On arrive à obtenir des sons assez compacts, mais il faut rentrer pas mal dans les présets. Et l’on constate aussi que les volumes sont par trop erratiques, avec les surprises inhérentes sur le système d’écoute du studio…
Passons aux leads.
Là encore, beaucoup de différences dans les volumes. Et des programmations qui posent parfois question : comment utiliser un lead dont le temps d’attaque est très long ? Ah oui, faire des compos à 10 BPM…
Continuons par les ambiances et autres claviers.
S’il y a quelques très belles réussites, il y a aussi des choses incompréhensibles, au niveau des volumes, attaques ou des tessitures. Et des sons pèsent parfois bien trop lourd (au-dessus de 2 Go de samples) pour les résultats sonores, que l’on peut souvent obtenir avec trois Elements en synthèse (pour avoir au moins trois oscillos) et un bon paramétrage des filtres…
Et quelques séquences pour finir.
Bilan
Je l’avoue, je suis assez partagé, d’où la note.
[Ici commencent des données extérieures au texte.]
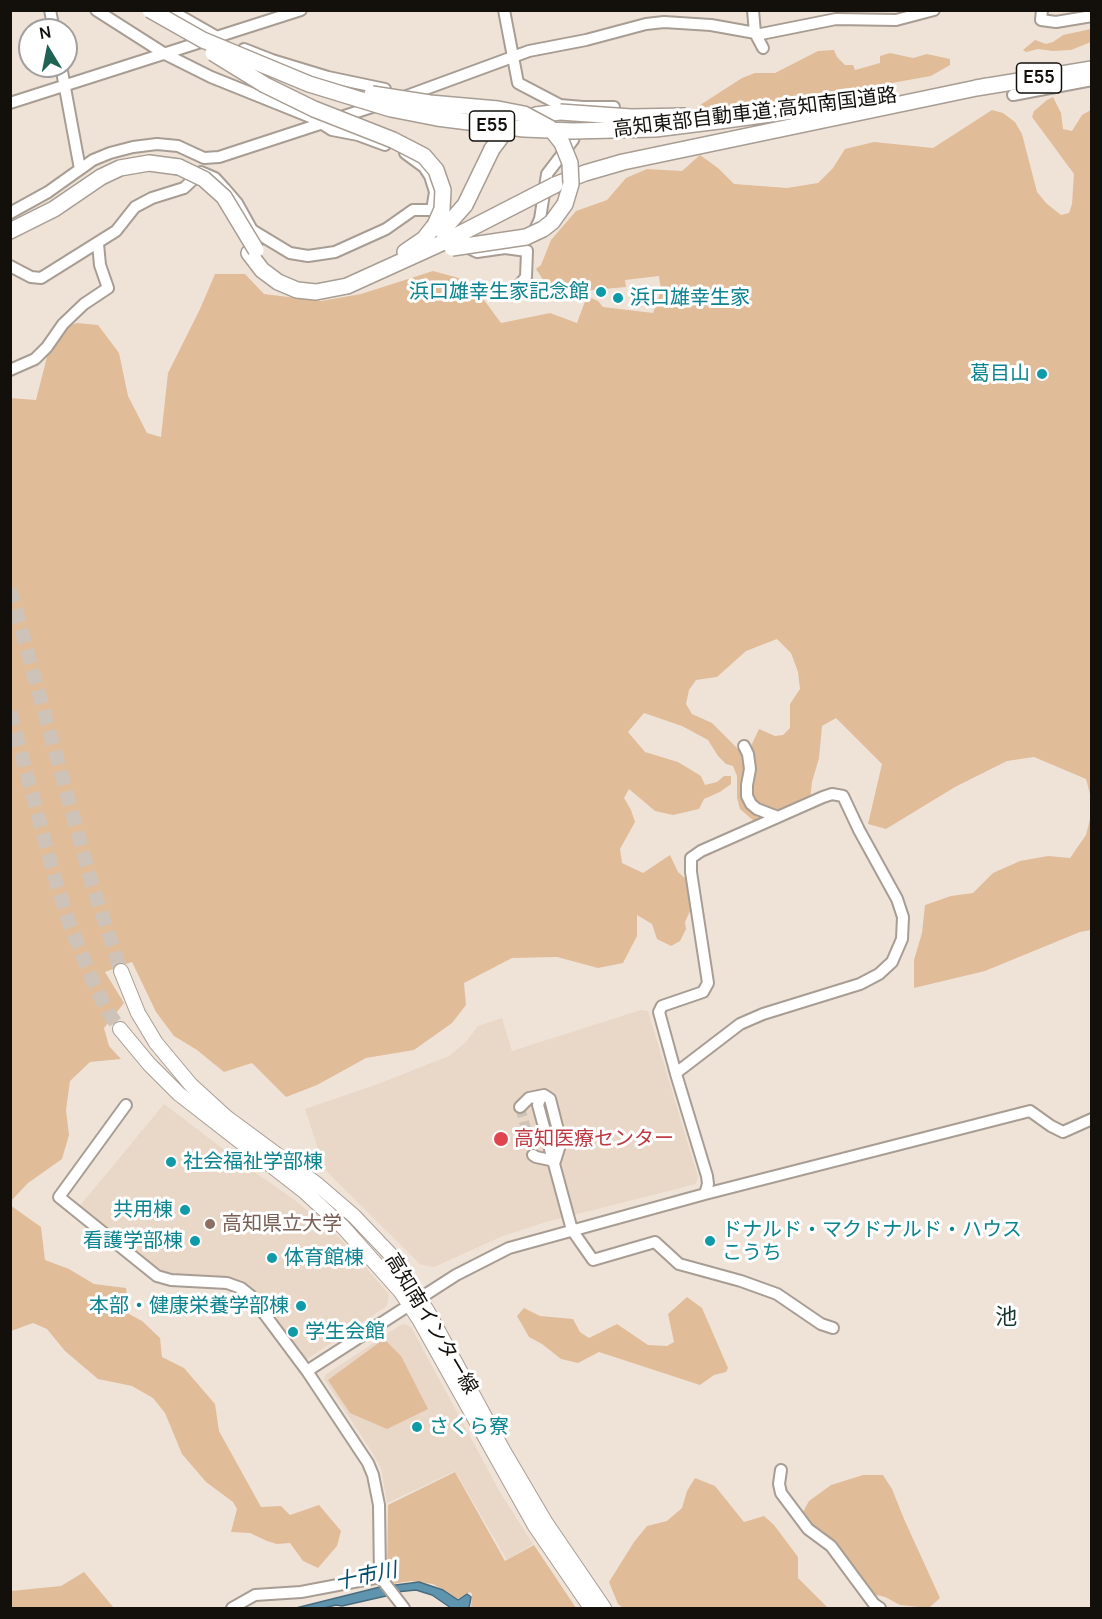 <!DOCTYPE html>
<meta charset="utf-8">
<style>
body{margin:0}
#map{position:relative;width:1102px;height:1619px;overflow:hidden;background:#efe3d8;font-family:Manrope,sans-serif}
canvas{display:block}
.frame{position:absolute;inset:0;border:12px solid #13100c;pointer-events:none}
.north{position:absolute;left:18px;top:18px;width:60px;height:60px;box-sizing:border-box;background:#fff;border:2px solid #a19f9e;border-radius:50%;rotate:350deg;font-size:16px;font-weight:700;line-height:24px;text-align:center;color:#13100c}
.north::after{content:'';display:block;margin:auto;width:21px;height:27px;background:#1f6354;clip-path:polygon(50% 0,100% 100%,50% 72%,0 100%)}
</style>
<div id="map">
<canvas width="1102" height="1619"></canvas>
<div class="frame"></div>
<div class="north">N</div>
</div>
<script>
const context = document.querySelector('canvas').getContext('2d');
context.lineJoin = 'round';
function fillPath(path, color) {
  context.fillStyle = color;
  context.fill(path, 'evenodd');
}
function toPath(rows) {
  const path = new Path2D();
  for (const r of rows) {
    path.moveTo(r[0], r[1]);
    for (let i = 2; i < r.length; i += 2) path.lineTo(r[i], r[i + 1]);
  }
  return path;
}
function strokePath(path, color, width, dash) {
  context.strokeStyle = color;
  context.lineWidth = width;
  context.lineCap = dash ? 'butt' : 'round';
  context.setLineDash(dash || []);
  context.stroke(path);
}
function write(font, color, halo, rows, align = 'center') {
  context.font = font + ' Manrope,"Noto Sans JP",sans-serif';
  context.lineWidth = 6;
  context.setLineDash([]);
  context.textBaseline = 'middle';
  context.strokeStyle = halo;
  context.fillStyle = color;
  for (const [text, x, y, turn = 0] of rows) {
    context.save();
    context.translate(x, y);
    context.rotate((+turn || 0) * Math.PI / 180);
    context.textAlign = isNaN(turn) ? turn : align;
    if (halo) context.strokeText(text, 0, 0);
    context.fillText(text, 0, 0);
    context.restore();
  }
}
const built = toPath([
 [641,1010,648,1011,698,1177,696,1184,546,1222,503,1236,434,1267,421,1265,325,1170,305,1109,378,1084,449,1056,466,1042,478,1026,502,1018,512,1051],
 [164,1104,243,1164,296,1201,342,1240,389,1294,387,1306,304,1361,252,1292,162,1274,78,1208],
 [405,1324,411,1327,501,1494,533,1544,507,1560,455,1471,387,1503,381,1468,372,1452,324,1379,325,1375,399,1326]
]);
const green = toPath([
 [1091,29,1091,42,1071,50,1053,51,1038,49,1026,52,1023,50,1035,40,1046,44,1053,42,1063,35],
 [834,50,837,57,845,65,853,65,855,70,880,63,880,56,890,53,913,58,927,54,950,59,950,65,931,76,784,102,760,99,739,108,693,113,697,107,742,78,755,73,775,73,818,51],
 [1053,97,1061,113,1063,129,1072,131,1082,115,1091,110,1091,798,1086,779,1034,757,1007,761,955,787,886,829,868,824,882,764,836,718,822,726,819,758,812,782,810,800,784,811,766,807,753,798,750,786,753,755,751,746,759,729,775,736,783,735,790,728,790,704,800,689,798,672,791,653,777,639,746,651,717,677,696,680,689,690,686,704,692,714,712,723,741,752,746,766,742,781,743,797,767,817,755,822,740,809,737,798,737,776,733,766,726,764,718,756,708,740,682,726,644,713,628,732,645,752,678,762,701,776,705,785,717,782,724,776,731,776,731,784,720,792,704,799,699,809,673,815,655,811,629,789,624,798,631,810,635,822,620,849,622,863,643,873,670,855,678,872,686,879,691,909,685,922,686,929,680,941,671,946,657,939,652,924,637,915,637,936,623,963,598,968,557,957,512,958,464,983,466,1005,452,1023,414,1050,366,1058,317,1085,286,1097,252,1063,224,1072,197,1050,174,1036,156,1012,132,962,105,972,124,1003,104,1028,109,1046,121,1059,90,1062,70,1081,66,1110,69,1135,62,1159,28,1183,11,1201,10,398,36,400,50,345,49,332,77,323,98,325,119,353,128,396,147,433,161,437,168,373,200,309,215,274,245,274,264,294,321,301,361,294,433,271,470,281,501,323,550,313,577,323,587,296,598,301,603,307,653,313,661,291,659,276,625,280,626,287,593,290,546,284,536,269,541,265,551,240,576,211,607,200,626,178,647,169,682,171,700,155,718,168,734,184,787,188,818,183,833,168,845,149,874,142,933,148,992,110,1003,113,1015,122,1022,134,1037,192,1047,204,1061,215,1069,213,1072,204,1074,174,1032,117,1034,111,1047,100],
 [1091,815,1091,930,1080,932,985,971,914,988,914,960,922,933,925,905,951,896,973,893,993,873,1020,861,1048,856,1070,858,1086,835],
 [10,1205,41,1227,45,1260,69,1269,94,1284,126,1288,129,1314,142,1321,160,1338,162,1357,184,1368,215,1404,219,1431,261,1507,281,1506,290,1515,319,1505,341,1531,337,1546,318,1568,303,1561,290,1543,277,1544,267,1541,250,1533,231,1532,237,1509,233,1502,206,1482,182,1454,165,1413,153,1398,132,1386,98,1379,65,1351,47,1329,33,1323,11,1331],
 [687,1297,702,1308,728,1368,726,1372,714,1375,700,1385,599,1352,578,1363,561,1359,542,1344,529,1337,517,1316,524,1308,540,1316,573,1319,580,1332,589,1338,617,1324,648,1345,667,1346,674,1342,668,1314],
 [384,1339,401,1356,428,1409,387,1429,350,1413,328,1380],
 [455,1472,505,1561,534,1545,576,1608,471,1608,472,1594,470,1592,457,1599,433,1584,411,1581,392,1584,387,1580,388,1505],
 [863,1475,883,1475,892,1489,904,1519,940,1598,929,1608,900,1605,885,1597,872,1594,808,1527,802,1514,809,1501,831,1485],
 [695,1478,715,1486,744,1522,764,1516,774,1525,798,1557,798,1578,828,1608,623,1608,618,1604,609,1582,634,1542,647,1526,667,1521,682,1508,687,1491],
 [84,1572,114,1608,11,1608,11,1591,61,1586]
]);
const water = toPath([
 [419,1582,443,1590,458,1600,467,1594,471,1597,469,1608,451,1608,432,1595,416,1590,396,1592,386,1596,342,1606,336,1605,324,1608,296,1608,380,1587,419,1582]
]);
const minorTunnel = toPath([
 [520,1107,533,1155]
]);
const majorTunnel = toPath([
 [10,589,92,884,121,971],
 [10,712,56,882,69,922,94,984,108,1012,120,1029]
]);
const minor = toPath([
 [50,10,54,30],
 [96,10,165,54,211,77,313,118,332,130,358,135,385,145],
 [170,10,219,38],
 [504,10,518,83,560,105,583,107,614,107],
 [753,10,755,33,763,48],
 [1042,10,1041,20,1056,22,1092,16],
 [244,49,272,60,328,77,385,89],
 [61,66,80,169],
 [1013,95,1092,80],
 [401,98,529,51,586,40,646,24,664,22,711,25,761,34,836,19,896,20,934,10],
 [10,103,301,10],
 [405,153,424,167,430,176,435,192,432,210,444,216],
 [201,172,215,178,225,189,237,203,252,230,290,253,308,256,335,252,386,229,413,210,432,210],
 [10,213,48,192,93,160,110,153,133,147,157,144,178,146,204,158,219,157,378,105],
 [533,234,540,219,547,174,573,140,578,127],
 [464,246,477,252,505,248,527,251,526,277,515,290],
 [10,266,31,277,41,278,116,231,135,207,152,198,184,188,200,173],
 [10,370,35,359,47,347,63,324,84,304,108,288,100,265,98,244],
 [744,746,748,754,750,769,747,785,747,796,751,804,757,809,778,817],
 [541,1096,538,1105,572,1230,593,1260,655,1242,679,1264,741,1281,777,1294,821,1324,833,1328],
 [126,1105,59,1197,157,1276,171,1280,227,1283,241,1288,251,1296,307,1371,368,1463,373,1475,379,1505,380,1577],
 [520,1107,529,1098,544,1095,550,1099,561,1142,555,1161],
 [533,1155,536,1157,555,1161],
 [705,1194,1030,1111,1051,1126,1063,1132,1092,1119],
 [307,1371,456,1275,509,1248,705,1194,708,1184,707,1176,676,1074,659,1012,662,1006,703,992,708,983,691,872,691,858,701,851,823,797,832,794,843,796,859,830,897,899,903,917,902,939,892,962,879,974,860,984,763,1014,740,1024,676,1073],
 [781,1470,779,1484,781,1493,808,1529,831,1546,874,1604,880,1608],
 [232,1608,255,1595,301,1592,380,1577,404,1608]
]);
const major = toPath([
 [121,971,138,1013,156,1043,191,1085,226,1117,318,1185,354,1216,391,1255,428,1312,503,1450,546,1523,604,1608],
 [120,1029,149,1064,179,1094,305,1192,343,1227,401,1292,419,1319,535,1526,591,1608]
]);
const highway = toPath([
 [976,88,1092,69],
 [719,121,887,98],
 [492,149,504,133,514,124,536,115,560,112],
 [555,185,585,173,623,162,986,86],
 [10,231,54,209,101,177,120,168,149,163,179,167],
 [405,252,424,239,435,225],
 [249,253,262,270,278,282,297,290,316,292,347,286,444,242]
]);
const highwayBridge = toPath([
 [150,10,203,40,309,84,391,109,437,118,524,129,573,131,655,129,719,121],
 [213,53,265,85,314,109,393,140,424,156,436,170,443,190,442,209,435,225],
 [372,94,430,103,498,109,524,114,550,128,562,143,570,163,571,184,565,204,552,222,543,229,526,237,452,248],
 [560,112,631,117,686,116],
 [179,167,204,179,224,197,256,250],
 [442,231,465,205,492,149],
 [444,242,555,185]
]);
const markers = [
 [601,292,6,"#0f9aa8"],
 [618,298,6,"#0f9aa8"],
 [1042,374,6,"#0f9aa8"],
 [501,1139,8,"#e0444e"],
 [171,1162,6,"#0f9aa8"],
 [185,1210,6,"#0f9aa8"],
 [210,1224,6,"#8d6e63"],
 [195,1241,6,"#0f9aa8"],
 [710,1241,6,"#0f9aa8"],
 [272,1258,6,"#0f9aa8"],
 [301,1306,6,"#0f9aa8"],
 [293,1332,6,"#0f9aa8"],
 [417,1427,6,"#0f9aa8"]
];
const shields = [
 [1039,78,45],
 [492,126,45]
];
const shieldNames = [
 ["E55",1039,78],
 ["E55",492,126]
];
const streetNames = [
 ["高知東部自動車道;高知南国道路",755,113,-7],
 ["高知南インター線",431,1324,59]
];
const cultureNames = [
 ["浜口雄幸生家記念館",589,292,"right"],
 ["浜口雄幸生家",630,298],
 ["葛目山",1030,374,"right"],
 ["社会福祉学部棟",183,1162],
 ["共用棟",173,1210,"right"],
 ["ドナルド・マクドナルド・ハウス",722,1230],
 ["こうち",722,1253],
 ["看護学部棟",183,1241,"right"],
 ["体育館棟",284,1258],
 ["本部・健康栄養学部棟",289,1306,"right"],
 ["学生会館",305,1332],
 ["さくら寮",429,1427]
];
const healthNames = [
 ["高知医療センター",514,1139]
];
const educationNames = [
 ["高知県立大学",222,1224]
];
const waterNames = [
 ["十市川",366,1577,-12]
];
const quarterNames = [
 ["池",1006,1318]
];
fillPath(built, '#e9d7c7');
fillPath(green, '#e1bc99');
fillPath(water, '#5f94af');
strokePath(water, '#486c7e', 1.5);
strokePath(minorTunnel, '#cec3b9', 10, [10, 5]);
strokePath(majorTunnel, '#cec3b9', 14, [14, 7]);
strokePath(minor, '#a89d93', 14);
strokePath(major, '#a89d93', 16);
strokePath(highway, '#a89d93', 18);
strokePath(minor, '#fff', 10);
strokePath(major, '#fff', 14);
strokePath(highway, '#fff', 15);
strokePath(highwayBridge, '#a89d93', 18, []);
strokePath(highwayBridge, '#fff', 15);
for (const [x, y, r, color] of markers) {
  const dot = new Path2D();
  dot.arc(x, y, r, 0, 2 * Math.PI);
  context.fillStyle = color;
  context.fill(dot);
  strokePath(dot, '#fff', 2);
}
for (const [x, y, w] of shields) {
  const box = new Path2D();
  box.roundRect(x - w / 2, y - 15, w, 30, 4.5);
  context.fillStyle = '#fff';
  context.fill(box);
  strokePath(box, '#13100c', 1.5);
}
write('bold 18px', '#13100c', null, shieldNames);
write('20px', '#13100c', '#fff', streetNames);
write('20px', '#0d838f', '#fff', cultureNames, 'left');
write('20px', '#be3a42', '#fff', healthNames, 'left');
write('20px', '#785e54', '#fff', educationNames, 'left');
write('italic 21px', '#054e6b', '#fff', waterNames);
write('22px', '#13332b', '#fff', quarterNames);
</script>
En commençant le test dès la mise à disposition du logiciel pour test (juin 2015), puis après le récent update (voir l’encadré Machine de Test), la profusion de réglages et les possibilités de synthèse offertes semblaient d’une puissance à égaler n’importe lequel des synthés récents, qu’ils soient de conception modulaire, multitimbraux/layers ou de facture plus classique (x oscillos, x filtres au sein d’une seule architecture monotimbrale). Pourtant, et même s’il ne démérite pas vraiment, Rapture Pro ($199 tarif conseillé) peine à produire de gros sons tels qu’on peut en obtenir de synthés beaucoup moins sophistiqués (mais conçus comme tels, concentrant toute leur puissance dans l’approche « analogique » du son), ou usant de synthèse similaire (on pense à Serum, bien sûr).
On laissera de côté l’approche pseudo-réaliste (les instruments « réels »), et on restera sur ce qui devrait faire de Rapture Pro le monstre de synthèse qu’il parait être. D’abord, les présets sont loin de rendre justice à la puissance du synthé. On est parfois étonné par le nombre de moyens mis en œuvre pour le résultat obtenu. Pourtant, dès que l’on commence à rentrer dans la profondeur du logiciel, en se demandant si l’on peut faire ça ou ça, la plupart du temps la réponse est positive. Mais le son n’est pas toujours aussi « énorme » qu’on l’imaginerait. Il est vrai que l’on devient très difficile, tant la lutherie virtuelle fait des progrès, non seulement dans l’imitation (ce qui serait vain…), mais aussi dans une conception sonore originale. On pourra en revanche toujours créer des sons très évolutifs grâce aux excellents Step et Env Generator, ainsi qu’à la matrice de modulation. Et là, Rapture Pro est un candidat de choix pour ce type de sound design.